From f1bc4aa5fa5b44ded9991dfa0df5d1a9d13ff5b7 Mon Sep 17 00:00:00 2001
From: Clement Courbet <courbet@google.com>
Date: Fri, 27 Oct 2017 12:34:18 +0000
Subject: [PATCH] [CodeGen][ExpandMemCmp][NFC] Simplify load sequence
 generation.

git-svn-id: https://llvm.org/svn/llvm-project/llvm/trunk@316763 91177308-0d34-0410-b5e6-96231b3b80d8
---
 lib/CodeGen/CodeGenPrepare.cpp |  73 ++++++++----------
 test/CodeGen/X86/memcmp.ll     | 135 ++++++++++++++++++++-------------
 2 files changed, 115 insertions(+), 93 deletions(-)
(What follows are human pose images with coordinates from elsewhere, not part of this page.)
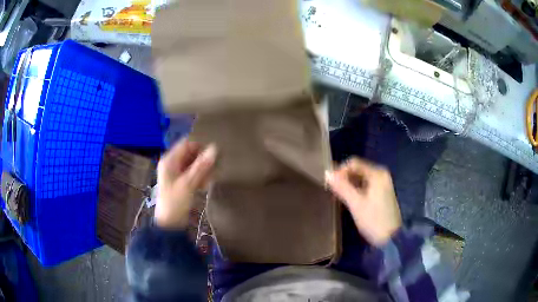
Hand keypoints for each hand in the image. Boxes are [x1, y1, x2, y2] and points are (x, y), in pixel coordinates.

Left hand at [155, 139, 216, 229]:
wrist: (170, 223)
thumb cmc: (176, 201)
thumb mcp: (189, 183)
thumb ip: (202, 165)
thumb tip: (215, 148)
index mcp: (169, 160)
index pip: (186, 144)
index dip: (200, 147)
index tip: (213, 154)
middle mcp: (172, 164)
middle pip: (190, 154)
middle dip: (202, 161)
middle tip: (213, 169)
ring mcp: (176, 173)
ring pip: (193, 165)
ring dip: (203, 170)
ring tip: (209, 180)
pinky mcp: (181, 182)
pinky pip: (193, 174)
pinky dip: (200, 177)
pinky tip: (205, 185)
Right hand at [325, 158, 401, 246]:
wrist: (391, 238)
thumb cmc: (373, 220)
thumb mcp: (356, 204)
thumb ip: (342, 187)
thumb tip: (327, 173)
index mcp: (377, 173)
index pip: (353, 163)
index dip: (339, 171)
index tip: (330, 184)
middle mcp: (381, 174)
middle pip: (357, 169)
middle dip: (344, 178)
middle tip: (333, 191)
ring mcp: (383, 183)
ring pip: (361, 178)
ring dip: (349, 184)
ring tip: (339, 196)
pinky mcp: (382, 192)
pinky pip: (366, 184)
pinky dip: (356, 189)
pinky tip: (350, 199)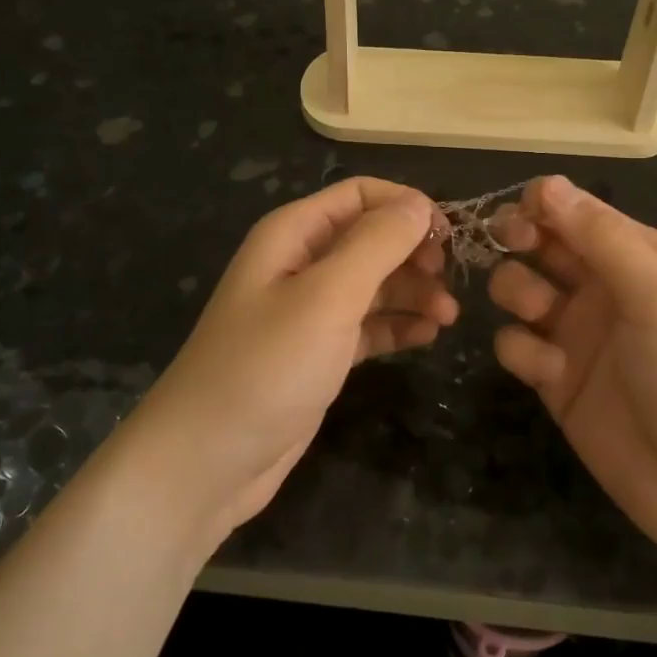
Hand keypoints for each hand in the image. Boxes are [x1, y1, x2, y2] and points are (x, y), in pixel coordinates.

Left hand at [125, 178, 455, 543]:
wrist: (208, 460)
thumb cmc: (267, 366)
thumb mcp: (327, 296)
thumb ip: (376, 244)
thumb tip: (418, 204)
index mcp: (293, 234)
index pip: (360, 195)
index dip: (405, 206)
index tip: (448, 236)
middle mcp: (301, 264)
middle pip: (371, 238)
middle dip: (413, 253)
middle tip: (449, 282)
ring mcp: (309, 311)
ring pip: (374, 284)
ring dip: (413, 292)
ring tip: (448, 317)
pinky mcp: (319, 353)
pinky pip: (367, 326)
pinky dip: (397, 326)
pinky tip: (426, 337)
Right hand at [489, 175, 656, 557]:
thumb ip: (600, 238)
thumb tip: (546, 182)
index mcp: (640, 256)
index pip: (577, 211)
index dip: (542, 205)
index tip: (517, 215)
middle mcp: (605, 287)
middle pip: (542, 244)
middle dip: (518, 239)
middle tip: (506, 245)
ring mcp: (577, 334)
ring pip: (520, 288)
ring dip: (517, 291)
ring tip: (538, 314)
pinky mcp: (554, 378)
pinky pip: (517, 344)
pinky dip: (523, 351)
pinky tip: (550, 372)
diff --git a/lib/CodeGen/CodeGenPrepare.cpp b/lib/CodeGen/CodeGenPrepare.cpp
index 1e5f15397bb..346248ffc06 100644
--- a/lib/CodeGen/CodeGenPrepare.cpp
+++ b/lib/CodeGen/CodeGenPrepare.cpp
@@ -1743,7 +1743,6 @@ class MemCmpExpansion {
     const uint64_t Offset;
   };
   SmallVector<LoadEntry, 8> LoadSequence;
-  void computeLoadSequence();
 
   void createLoadCmpBlocks();
   void createResultBlock();
@@ -1759,18 +1758,13 @@ class MemCmpExpansion {
   Value *getMemCmpEqZeroOneBlock();
   Value *getMemCmpOneBlock();
 
-  // Computes the decomposition. THis is the common code to compute the number
-  // of loads and the actual load sequence. `callback` is called with each load
-  // size and number of loads for the block size.
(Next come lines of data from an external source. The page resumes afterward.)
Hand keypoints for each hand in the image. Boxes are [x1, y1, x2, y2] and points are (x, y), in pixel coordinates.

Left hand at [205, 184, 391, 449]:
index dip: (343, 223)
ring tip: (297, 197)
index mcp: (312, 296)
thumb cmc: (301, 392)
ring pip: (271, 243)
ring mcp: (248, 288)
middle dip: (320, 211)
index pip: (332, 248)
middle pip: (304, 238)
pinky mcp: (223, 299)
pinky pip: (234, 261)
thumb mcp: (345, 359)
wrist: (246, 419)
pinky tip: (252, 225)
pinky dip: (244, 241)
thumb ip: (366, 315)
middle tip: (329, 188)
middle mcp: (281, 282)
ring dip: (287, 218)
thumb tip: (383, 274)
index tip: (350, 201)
-  template <typename CallBackT>
-  void getDecomposition(CallBackT callback) const;
-
  public:
   MemCmpExpansion(CallInst *CI, uint64_t Size, unsigned MaxLoadSize,
-                  unsigned NumLoadsPerBlock, const DataLayout &DL);
+                  unsigned MaxNumLoads, unsigned NumLoadsPerBlock,
+                  const DataLayout &DL);
 
   unsigned getNumBlocks();
-  uint64_t getNumLoads() const { return NumLoads; }
+  uint64_t getNumLoads() const { return LoadSequence.size(); }
 
   Value *getMemCmpExpansion();
 };
@@ -1787,6 +1781,7 @@ class MemCmpExpansion {
 // LoadCmpBlock finds a difference.
 MemCmpExpansion::MemCmpExpansion(CallInst *const CI, uint64_t Size,
                                  const unsigned MaxLoadSize,
+                                 const unsigned MaxNumLoads,
                                  const unsigned LoadsPerBlock,
                                  const DataLayout &TheDataLayout)
     : CI(CI),
@@ -1798,27 +1793,34 @@ MemCmpExpansion::MemCmpExpansion(CallInst *const CI, uint64_t Size,
       IsUsedForZeroCmp(isOnlyUsedInZeroEqualityComparison(CI)),
       DL(TheDataLayout),
       Builder(CI) {
+  assert(Size > 0 && "zero blocks");
   // Scale the max size down if the target can load more bytes than we need.
   while (this->MaxLoadSize > Size) {
     this->MaxLoadSize /= 2;
   }
-  // Compute the number of loads. At that point we don't want to compute the
-  // actual decomposition because it might be too large to fit in memory.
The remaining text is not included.